La gratitud es el modo más primordial y propio de quedar en la gratuidad del don que se recibe y que se consolida en impulso para dar más de sí. Si pudimos decir que la inteligencia es un nombre de la herida, ahora podríamos reconocer que ella está siempre remitiendo al hecho primordial de estar colocados en la realidad dinámica de la co–modulación, en su gratuidad originaria, e impulsados a realizar cualquiera de nuestras modulaciones afectivas en el suelo de una primordial gratitud. Entre más pueda esa primordial gratitud expresarse en las modulaciones afectivas (por dolorosas o indignantes que pudiesen ser), actualizando el don que las enraíza en la co–modulación que es nuestra Tierra y las dota de fuerza de realidad, puede también abrirse un ámbito de discernimiento afectivo en el que el sentiente humano no resulta arrastrado por la pura fuerza de las modulaciones, sino que éstas se distancian, se distinguen y se remodulan respecto de esa modulación primordial. De ahí que el discernimiento ético, el que puede llevar a una persona a realizar libremente y en sí misma su propia respuesta, deba contar siempre con este tipo de discernimiento afectivo para cumplirse plenamente.[16]

 

Discernimiento, voz de la conciencia y ética de la sintonía

A esa remisión se refiere Zubiri cuando, en páginas decisivas de su obra póstuma, El hombre y Dios, explica que la voz de la conciencia “es la remisión notificante a la forma de realidad. Y aquello de que es noticia es la realidad […], no es sino el clamor de la realidad camino de lo absoluto”.[17] Es voz porque la remisión es sentida en la afección bajo el modo de la noticia, que es el propio de la audición.[18] La realidad clama, reclama, ser reconocida en su gratuidad posibilitante y dicta de esta manera la condición fundamental y originaria en la que se sostiene cualquier modulación para ser verdadera, para ser ciertamente realización de esta realidad en tanto persona humana. No se trata de un puro quedar suelto para actuar, sino que hay que actuar de manera que dé efectiva soltura, en la co–modulación y compenetración, a la forma de la entrega. Se trata de que pueda ofrecer lo que mejor dé cuenta de la realización de las propias notas personales en lo concreto de las cosas que me afectan y en la excedencia del porvenir que se abre en ellas: lo mejor de mi dinamismo fisicoquímico, de mi inteligencia, sentimiento y voluntad; lo mejor que corpóreamente pueda constituir para vivirlo en co–modulación y compenetración.

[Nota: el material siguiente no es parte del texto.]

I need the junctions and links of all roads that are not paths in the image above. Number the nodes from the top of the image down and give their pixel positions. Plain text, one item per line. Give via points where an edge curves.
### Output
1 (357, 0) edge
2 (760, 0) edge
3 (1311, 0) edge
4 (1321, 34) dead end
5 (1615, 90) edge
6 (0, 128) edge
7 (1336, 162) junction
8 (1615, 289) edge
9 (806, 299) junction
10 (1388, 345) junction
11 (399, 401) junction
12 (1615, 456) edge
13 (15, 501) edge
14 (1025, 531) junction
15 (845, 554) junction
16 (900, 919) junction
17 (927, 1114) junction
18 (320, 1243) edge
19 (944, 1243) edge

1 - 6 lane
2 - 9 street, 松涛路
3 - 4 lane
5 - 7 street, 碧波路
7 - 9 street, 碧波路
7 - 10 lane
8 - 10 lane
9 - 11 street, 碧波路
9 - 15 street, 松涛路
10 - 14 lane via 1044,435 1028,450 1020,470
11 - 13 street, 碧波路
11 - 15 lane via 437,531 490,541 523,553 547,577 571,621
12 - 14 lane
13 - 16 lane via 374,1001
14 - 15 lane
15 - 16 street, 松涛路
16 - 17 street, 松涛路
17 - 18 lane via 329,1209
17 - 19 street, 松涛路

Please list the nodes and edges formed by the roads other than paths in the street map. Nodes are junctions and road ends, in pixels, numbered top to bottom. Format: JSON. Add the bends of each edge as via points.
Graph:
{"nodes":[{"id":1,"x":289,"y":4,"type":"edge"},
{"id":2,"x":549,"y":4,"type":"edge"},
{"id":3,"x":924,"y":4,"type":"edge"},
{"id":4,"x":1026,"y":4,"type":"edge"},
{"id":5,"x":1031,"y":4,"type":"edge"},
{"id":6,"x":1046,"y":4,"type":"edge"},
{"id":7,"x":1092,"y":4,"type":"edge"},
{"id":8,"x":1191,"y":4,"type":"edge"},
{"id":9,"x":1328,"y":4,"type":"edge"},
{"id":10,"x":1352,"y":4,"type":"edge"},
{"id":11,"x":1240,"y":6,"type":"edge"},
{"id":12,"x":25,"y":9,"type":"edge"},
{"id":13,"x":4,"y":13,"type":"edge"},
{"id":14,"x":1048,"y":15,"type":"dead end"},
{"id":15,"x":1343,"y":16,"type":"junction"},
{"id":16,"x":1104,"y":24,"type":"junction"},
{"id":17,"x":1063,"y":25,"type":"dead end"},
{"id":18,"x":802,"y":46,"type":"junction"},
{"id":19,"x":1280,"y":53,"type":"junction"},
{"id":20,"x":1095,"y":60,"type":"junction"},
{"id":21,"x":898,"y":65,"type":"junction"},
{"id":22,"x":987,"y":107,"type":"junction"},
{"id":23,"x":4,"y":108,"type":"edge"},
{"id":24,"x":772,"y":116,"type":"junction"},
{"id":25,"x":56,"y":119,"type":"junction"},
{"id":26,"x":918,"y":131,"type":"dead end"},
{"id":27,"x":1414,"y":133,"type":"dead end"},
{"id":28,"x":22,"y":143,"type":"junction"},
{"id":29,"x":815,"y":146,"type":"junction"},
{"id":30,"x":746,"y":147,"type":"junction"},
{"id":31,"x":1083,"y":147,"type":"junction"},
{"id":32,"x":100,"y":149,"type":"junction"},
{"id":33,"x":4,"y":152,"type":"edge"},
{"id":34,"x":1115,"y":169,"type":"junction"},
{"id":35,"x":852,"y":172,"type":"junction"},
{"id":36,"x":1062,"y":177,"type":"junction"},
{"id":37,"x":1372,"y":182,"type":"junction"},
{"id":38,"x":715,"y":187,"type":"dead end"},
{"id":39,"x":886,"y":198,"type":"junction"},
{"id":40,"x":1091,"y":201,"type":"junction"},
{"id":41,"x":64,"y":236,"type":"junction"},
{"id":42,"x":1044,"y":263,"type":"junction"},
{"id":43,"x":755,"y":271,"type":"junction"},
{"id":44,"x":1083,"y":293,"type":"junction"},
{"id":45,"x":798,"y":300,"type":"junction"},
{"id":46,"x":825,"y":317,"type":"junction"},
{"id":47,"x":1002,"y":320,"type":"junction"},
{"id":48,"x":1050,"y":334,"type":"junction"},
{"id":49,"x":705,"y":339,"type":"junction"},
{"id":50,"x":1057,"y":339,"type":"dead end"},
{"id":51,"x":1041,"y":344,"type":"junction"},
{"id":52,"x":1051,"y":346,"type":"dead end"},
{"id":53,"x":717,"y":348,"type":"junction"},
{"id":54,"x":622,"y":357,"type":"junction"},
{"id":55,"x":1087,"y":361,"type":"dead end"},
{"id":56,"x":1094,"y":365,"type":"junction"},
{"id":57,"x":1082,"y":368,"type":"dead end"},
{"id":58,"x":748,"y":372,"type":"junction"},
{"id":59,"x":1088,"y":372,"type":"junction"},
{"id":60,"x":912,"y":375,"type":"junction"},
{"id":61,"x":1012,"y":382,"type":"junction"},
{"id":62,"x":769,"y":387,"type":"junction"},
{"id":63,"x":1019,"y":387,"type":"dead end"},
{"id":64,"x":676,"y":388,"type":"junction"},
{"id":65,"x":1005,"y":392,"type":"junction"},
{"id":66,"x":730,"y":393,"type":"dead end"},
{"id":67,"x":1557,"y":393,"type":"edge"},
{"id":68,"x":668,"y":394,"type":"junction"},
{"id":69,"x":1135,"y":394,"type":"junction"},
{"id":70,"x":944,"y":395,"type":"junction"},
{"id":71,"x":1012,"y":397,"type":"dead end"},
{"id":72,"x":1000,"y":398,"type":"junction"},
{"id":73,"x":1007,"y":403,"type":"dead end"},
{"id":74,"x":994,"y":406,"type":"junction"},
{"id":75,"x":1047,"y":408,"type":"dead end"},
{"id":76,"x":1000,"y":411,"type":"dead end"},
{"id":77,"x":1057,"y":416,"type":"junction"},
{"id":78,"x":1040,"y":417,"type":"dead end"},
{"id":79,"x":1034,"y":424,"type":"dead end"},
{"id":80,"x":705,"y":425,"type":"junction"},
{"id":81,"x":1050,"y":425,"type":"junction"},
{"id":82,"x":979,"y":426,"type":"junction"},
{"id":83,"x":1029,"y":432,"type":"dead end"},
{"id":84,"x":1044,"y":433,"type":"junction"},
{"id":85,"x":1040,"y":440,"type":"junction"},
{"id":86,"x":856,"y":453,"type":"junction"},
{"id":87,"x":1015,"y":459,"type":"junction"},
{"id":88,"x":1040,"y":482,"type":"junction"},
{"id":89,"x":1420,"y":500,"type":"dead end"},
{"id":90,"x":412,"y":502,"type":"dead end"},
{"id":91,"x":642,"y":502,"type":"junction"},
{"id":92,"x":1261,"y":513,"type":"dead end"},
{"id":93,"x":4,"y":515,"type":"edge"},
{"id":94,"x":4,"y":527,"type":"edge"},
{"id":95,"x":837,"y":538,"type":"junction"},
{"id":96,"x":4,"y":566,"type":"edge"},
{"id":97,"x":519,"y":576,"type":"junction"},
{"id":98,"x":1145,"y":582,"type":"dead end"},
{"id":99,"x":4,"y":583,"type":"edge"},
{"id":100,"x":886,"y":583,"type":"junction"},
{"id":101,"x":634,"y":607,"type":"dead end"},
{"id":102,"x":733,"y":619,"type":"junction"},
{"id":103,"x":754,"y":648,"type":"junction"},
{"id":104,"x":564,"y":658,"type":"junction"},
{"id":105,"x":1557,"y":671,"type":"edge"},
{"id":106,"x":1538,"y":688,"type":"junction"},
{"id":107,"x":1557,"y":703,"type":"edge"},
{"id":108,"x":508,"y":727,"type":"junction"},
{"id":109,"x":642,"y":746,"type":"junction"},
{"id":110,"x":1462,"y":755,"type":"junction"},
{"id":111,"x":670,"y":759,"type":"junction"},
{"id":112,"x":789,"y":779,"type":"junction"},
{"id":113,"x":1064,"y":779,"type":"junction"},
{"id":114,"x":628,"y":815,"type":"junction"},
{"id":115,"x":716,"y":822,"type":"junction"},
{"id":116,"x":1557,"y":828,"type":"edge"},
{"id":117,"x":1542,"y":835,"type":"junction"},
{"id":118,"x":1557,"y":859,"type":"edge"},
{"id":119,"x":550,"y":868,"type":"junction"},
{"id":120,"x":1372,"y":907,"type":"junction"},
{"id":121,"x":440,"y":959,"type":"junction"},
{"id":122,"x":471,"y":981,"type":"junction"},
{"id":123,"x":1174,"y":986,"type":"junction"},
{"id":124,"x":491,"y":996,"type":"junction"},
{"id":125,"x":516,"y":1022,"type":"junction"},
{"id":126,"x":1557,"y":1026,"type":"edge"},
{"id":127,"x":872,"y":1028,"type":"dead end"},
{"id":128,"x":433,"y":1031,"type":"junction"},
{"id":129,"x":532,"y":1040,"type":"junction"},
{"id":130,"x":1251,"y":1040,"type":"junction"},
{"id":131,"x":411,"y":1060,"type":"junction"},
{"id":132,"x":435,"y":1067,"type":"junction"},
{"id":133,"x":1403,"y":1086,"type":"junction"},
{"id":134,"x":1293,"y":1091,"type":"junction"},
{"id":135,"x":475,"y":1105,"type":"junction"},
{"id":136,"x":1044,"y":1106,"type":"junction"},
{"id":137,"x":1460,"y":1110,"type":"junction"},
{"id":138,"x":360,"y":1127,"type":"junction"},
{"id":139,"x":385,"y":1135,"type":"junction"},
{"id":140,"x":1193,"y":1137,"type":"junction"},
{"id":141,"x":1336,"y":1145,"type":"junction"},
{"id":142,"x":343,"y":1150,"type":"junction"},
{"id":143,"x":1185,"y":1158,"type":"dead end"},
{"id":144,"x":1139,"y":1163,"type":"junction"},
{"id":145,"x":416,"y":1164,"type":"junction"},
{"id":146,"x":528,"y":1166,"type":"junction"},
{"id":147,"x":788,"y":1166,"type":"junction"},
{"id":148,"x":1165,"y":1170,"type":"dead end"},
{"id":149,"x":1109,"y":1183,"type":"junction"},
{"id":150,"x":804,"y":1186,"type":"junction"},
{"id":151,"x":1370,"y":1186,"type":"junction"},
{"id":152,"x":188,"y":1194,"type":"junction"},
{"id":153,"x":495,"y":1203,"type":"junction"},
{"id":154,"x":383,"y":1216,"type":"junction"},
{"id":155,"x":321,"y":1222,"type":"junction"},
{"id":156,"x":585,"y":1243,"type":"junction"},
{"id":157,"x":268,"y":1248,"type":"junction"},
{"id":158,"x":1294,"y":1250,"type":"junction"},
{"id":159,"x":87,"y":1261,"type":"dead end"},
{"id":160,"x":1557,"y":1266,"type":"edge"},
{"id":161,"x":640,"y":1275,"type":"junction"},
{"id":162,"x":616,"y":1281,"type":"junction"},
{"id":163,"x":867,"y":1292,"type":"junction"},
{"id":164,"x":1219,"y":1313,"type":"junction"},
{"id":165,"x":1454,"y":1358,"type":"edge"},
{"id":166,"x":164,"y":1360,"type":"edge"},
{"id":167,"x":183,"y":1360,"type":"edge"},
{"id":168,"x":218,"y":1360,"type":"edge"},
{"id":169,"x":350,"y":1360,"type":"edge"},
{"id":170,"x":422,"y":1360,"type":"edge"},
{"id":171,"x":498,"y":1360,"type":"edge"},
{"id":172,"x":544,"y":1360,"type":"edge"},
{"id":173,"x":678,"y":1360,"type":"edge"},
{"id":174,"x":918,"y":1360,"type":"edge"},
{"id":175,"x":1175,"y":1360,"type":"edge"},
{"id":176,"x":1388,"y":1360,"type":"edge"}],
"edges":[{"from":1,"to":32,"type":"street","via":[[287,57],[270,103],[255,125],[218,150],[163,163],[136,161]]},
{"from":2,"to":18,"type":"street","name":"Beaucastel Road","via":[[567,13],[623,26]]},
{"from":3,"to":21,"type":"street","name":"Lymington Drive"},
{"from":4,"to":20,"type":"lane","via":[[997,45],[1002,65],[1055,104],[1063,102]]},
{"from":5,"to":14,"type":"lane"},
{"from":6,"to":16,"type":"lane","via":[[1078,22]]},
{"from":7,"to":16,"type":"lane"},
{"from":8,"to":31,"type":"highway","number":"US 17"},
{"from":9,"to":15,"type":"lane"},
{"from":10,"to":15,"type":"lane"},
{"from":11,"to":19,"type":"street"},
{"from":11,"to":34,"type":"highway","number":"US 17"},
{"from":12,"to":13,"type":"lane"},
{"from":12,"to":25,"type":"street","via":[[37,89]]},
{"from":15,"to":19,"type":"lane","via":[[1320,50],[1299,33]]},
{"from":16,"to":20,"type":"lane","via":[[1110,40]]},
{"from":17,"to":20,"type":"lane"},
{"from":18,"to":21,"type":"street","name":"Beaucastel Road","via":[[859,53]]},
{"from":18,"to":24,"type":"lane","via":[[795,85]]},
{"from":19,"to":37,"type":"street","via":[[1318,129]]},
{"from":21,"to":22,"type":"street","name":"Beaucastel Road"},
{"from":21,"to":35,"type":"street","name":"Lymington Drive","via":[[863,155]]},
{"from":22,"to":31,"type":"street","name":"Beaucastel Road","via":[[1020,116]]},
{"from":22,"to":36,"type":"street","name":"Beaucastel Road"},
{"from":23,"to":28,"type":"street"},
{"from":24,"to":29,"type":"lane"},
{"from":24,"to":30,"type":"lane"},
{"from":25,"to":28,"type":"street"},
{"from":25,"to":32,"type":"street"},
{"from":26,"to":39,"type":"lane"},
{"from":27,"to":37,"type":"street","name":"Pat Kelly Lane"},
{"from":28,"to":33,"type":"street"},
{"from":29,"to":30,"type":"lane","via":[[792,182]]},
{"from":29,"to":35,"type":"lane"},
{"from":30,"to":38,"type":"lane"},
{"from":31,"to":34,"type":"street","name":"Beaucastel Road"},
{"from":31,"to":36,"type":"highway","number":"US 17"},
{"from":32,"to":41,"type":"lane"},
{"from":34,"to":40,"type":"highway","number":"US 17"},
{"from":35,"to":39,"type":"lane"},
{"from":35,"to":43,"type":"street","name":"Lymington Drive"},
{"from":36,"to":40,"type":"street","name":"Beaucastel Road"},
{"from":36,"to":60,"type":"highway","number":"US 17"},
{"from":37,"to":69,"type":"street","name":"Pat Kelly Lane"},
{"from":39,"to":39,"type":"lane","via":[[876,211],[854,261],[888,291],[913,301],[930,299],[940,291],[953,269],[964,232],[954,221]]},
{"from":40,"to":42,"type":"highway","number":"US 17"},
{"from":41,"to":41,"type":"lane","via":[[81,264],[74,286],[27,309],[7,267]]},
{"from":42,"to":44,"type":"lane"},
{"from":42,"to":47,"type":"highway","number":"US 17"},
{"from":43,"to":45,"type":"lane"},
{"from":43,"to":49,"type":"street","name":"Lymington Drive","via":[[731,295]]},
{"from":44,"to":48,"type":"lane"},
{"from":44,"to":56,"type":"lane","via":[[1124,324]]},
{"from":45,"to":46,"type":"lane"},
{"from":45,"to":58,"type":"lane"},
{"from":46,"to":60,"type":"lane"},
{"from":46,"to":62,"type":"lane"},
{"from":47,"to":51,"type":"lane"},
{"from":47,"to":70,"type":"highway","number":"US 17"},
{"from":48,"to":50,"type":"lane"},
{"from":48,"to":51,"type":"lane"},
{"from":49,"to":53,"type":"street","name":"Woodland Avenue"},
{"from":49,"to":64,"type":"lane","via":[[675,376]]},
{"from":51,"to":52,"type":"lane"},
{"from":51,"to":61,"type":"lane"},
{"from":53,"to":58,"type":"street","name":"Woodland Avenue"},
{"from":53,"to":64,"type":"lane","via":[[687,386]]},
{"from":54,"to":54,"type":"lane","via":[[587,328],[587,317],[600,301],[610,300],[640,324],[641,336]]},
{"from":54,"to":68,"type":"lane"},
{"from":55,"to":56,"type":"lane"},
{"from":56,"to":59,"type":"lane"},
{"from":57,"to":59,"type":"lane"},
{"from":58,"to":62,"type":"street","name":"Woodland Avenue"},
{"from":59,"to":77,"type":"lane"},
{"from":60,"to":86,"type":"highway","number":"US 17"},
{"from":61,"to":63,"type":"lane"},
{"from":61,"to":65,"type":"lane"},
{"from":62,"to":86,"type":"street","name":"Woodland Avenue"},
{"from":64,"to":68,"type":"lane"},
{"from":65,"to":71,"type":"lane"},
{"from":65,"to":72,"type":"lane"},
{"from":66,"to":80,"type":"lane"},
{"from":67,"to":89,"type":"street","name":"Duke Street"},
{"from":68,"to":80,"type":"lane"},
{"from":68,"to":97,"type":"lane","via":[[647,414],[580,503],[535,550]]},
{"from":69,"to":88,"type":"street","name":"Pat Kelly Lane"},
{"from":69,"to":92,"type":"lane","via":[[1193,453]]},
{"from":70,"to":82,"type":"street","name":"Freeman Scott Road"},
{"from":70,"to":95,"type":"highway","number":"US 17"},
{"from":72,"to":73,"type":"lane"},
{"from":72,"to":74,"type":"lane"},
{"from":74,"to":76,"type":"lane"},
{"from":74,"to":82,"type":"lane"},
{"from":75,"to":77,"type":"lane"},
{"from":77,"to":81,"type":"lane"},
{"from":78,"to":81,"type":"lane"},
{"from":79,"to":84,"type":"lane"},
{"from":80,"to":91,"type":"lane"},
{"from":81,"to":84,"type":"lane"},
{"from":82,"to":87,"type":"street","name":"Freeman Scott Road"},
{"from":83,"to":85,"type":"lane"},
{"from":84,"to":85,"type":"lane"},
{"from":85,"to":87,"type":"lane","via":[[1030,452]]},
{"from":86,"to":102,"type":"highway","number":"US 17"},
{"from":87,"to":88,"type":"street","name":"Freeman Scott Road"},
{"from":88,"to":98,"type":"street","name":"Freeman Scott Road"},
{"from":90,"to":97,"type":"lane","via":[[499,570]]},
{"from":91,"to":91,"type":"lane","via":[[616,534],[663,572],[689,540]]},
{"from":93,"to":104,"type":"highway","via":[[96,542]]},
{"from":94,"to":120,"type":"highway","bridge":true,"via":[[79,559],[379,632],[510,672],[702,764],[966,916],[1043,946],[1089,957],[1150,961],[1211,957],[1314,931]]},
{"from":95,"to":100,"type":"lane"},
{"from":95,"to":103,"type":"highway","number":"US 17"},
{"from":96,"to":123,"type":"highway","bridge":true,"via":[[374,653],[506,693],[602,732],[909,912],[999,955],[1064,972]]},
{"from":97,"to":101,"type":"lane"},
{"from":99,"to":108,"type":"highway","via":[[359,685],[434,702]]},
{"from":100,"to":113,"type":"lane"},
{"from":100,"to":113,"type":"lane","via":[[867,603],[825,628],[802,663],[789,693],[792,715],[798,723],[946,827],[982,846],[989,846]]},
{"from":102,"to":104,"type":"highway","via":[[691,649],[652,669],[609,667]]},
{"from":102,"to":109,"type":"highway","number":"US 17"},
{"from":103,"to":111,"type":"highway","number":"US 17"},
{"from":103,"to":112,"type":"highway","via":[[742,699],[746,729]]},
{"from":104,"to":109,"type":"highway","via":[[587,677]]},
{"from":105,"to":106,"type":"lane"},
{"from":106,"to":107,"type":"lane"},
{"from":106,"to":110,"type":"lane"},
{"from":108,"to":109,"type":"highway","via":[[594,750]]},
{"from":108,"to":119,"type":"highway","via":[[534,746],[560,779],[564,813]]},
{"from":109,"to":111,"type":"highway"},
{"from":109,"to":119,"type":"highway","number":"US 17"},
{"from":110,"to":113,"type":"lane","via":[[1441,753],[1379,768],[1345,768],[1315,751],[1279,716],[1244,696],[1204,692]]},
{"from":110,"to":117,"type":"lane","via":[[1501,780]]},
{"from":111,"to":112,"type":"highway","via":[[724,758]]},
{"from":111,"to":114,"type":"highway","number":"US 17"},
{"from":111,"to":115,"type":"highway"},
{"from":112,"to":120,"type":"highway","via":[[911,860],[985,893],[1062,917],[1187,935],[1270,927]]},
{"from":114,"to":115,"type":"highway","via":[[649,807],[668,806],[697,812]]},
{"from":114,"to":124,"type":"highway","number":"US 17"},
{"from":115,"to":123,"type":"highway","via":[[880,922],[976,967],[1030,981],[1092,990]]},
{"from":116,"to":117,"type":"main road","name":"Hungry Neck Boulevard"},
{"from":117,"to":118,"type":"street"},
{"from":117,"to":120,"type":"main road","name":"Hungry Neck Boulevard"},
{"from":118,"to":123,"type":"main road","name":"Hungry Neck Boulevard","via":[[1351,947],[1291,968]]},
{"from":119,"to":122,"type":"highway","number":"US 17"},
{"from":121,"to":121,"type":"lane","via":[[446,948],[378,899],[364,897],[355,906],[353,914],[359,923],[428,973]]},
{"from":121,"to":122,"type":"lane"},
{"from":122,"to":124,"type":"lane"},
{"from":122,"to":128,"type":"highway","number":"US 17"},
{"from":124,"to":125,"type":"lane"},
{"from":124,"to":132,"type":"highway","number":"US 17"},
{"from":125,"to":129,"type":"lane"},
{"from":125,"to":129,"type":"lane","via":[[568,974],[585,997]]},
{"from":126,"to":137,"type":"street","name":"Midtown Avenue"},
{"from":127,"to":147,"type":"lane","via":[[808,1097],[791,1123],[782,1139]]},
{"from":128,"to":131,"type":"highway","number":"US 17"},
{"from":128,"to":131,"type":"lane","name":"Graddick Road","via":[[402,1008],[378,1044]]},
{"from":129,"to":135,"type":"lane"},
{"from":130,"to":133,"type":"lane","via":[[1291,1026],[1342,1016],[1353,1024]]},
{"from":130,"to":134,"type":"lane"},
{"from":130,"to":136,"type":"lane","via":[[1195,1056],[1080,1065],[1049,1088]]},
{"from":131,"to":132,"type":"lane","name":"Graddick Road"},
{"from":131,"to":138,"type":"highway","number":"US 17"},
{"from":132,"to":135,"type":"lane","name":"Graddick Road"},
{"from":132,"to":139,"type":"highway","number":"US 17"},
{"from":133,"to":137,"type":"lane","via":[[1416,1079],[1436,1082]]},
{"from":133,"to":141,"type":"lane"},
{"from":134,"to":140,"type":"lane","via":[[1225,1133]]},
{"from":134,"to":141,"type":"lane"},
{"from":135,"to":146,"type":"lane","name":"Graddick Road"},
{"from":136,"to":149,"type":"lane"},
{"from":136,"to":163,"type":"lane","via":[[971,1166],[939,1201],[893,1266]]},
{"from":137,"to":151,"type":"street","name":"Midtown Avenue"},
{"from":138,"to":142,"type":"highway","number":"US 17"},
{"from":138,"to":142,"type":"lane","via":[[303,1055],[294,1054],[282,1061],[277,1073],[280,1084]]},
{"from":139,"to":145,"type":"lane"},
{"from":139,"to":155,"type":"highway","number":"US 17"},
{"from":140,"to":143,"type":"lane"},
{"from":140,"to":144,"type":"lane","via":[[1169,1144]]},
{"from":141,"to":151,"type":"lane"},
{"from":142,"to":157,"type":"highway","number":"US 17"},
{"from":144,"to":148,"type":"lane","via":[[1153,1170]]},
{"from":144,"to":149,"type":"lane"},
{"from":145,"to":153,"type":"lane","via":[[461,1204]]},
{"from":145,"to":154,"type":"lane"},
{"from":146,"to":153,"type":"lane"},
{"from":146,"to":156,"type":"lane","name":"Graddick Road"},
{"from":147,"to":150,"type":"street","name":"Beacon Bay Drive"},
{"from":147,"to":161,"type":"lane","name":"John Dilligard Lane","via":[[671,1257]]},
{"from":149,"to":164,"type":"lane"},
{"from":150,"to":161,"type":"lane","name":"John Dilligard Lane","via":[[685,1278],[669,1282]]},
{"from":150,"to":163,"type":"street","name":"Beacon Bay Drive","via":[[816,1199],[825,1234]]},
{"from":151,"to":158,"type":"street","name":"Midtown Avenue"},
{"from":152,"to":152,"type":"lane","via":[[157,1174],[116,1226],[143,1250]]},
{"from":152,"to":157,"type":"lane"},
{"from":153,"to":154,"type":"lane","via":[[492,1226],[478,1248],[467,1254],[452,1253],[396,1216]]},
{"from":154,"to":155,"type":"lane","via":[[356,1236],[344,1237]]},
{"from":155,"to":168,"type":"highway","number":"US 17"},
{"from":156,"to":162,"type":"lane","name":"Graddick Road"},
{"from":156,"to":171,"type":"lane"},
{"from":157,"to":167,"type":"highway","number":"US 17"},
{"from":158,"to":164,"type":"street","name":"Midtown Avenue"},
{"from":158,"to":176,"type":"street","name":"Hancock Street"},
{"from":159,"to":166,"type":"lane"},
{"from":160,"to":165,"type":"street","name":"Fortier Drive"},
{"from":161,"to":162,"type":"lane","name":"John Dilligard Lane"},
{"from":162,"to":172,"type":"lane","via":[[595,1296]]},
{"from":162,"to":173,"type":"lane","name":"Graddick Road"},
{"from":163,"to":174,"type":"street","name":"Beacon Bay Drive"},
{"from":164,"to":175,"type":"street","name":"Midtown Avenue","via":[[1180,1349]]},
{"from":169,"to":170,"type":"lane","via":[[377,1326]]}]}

Jesús Conill reconoce, en este clamor que llama a la entrega mejor, un fundamento para construir una ética; no de imperativos, porque no se trata de un dictado categórico objetivo, sino de una voz que nos exige crear con lo que hay una realidad para nosotros, en la que podamos estar como personas, convirtiéndonos en verdadero resonar propio, herido por las cosas que nos afectan y por la excedencia que se nos abre en ellas, pero cantándolas con su propia voz.[19]

Así, diríamos que la herida adquiere un carácter particular cuando se expresa en esta voz de la conciencia: remite a mi propia realidad afectada y excedida, a mi herida, y me insta desde ahí a crear mi propia voz. No se trata únicamente de una remisión a la realidad de las cosas que me afectan, o sólo a la excedencia de lo real que constantemente descoloca todas las realizaciones, sino que remite a mi propia responsabilidad[20] en cada una de mis acciones.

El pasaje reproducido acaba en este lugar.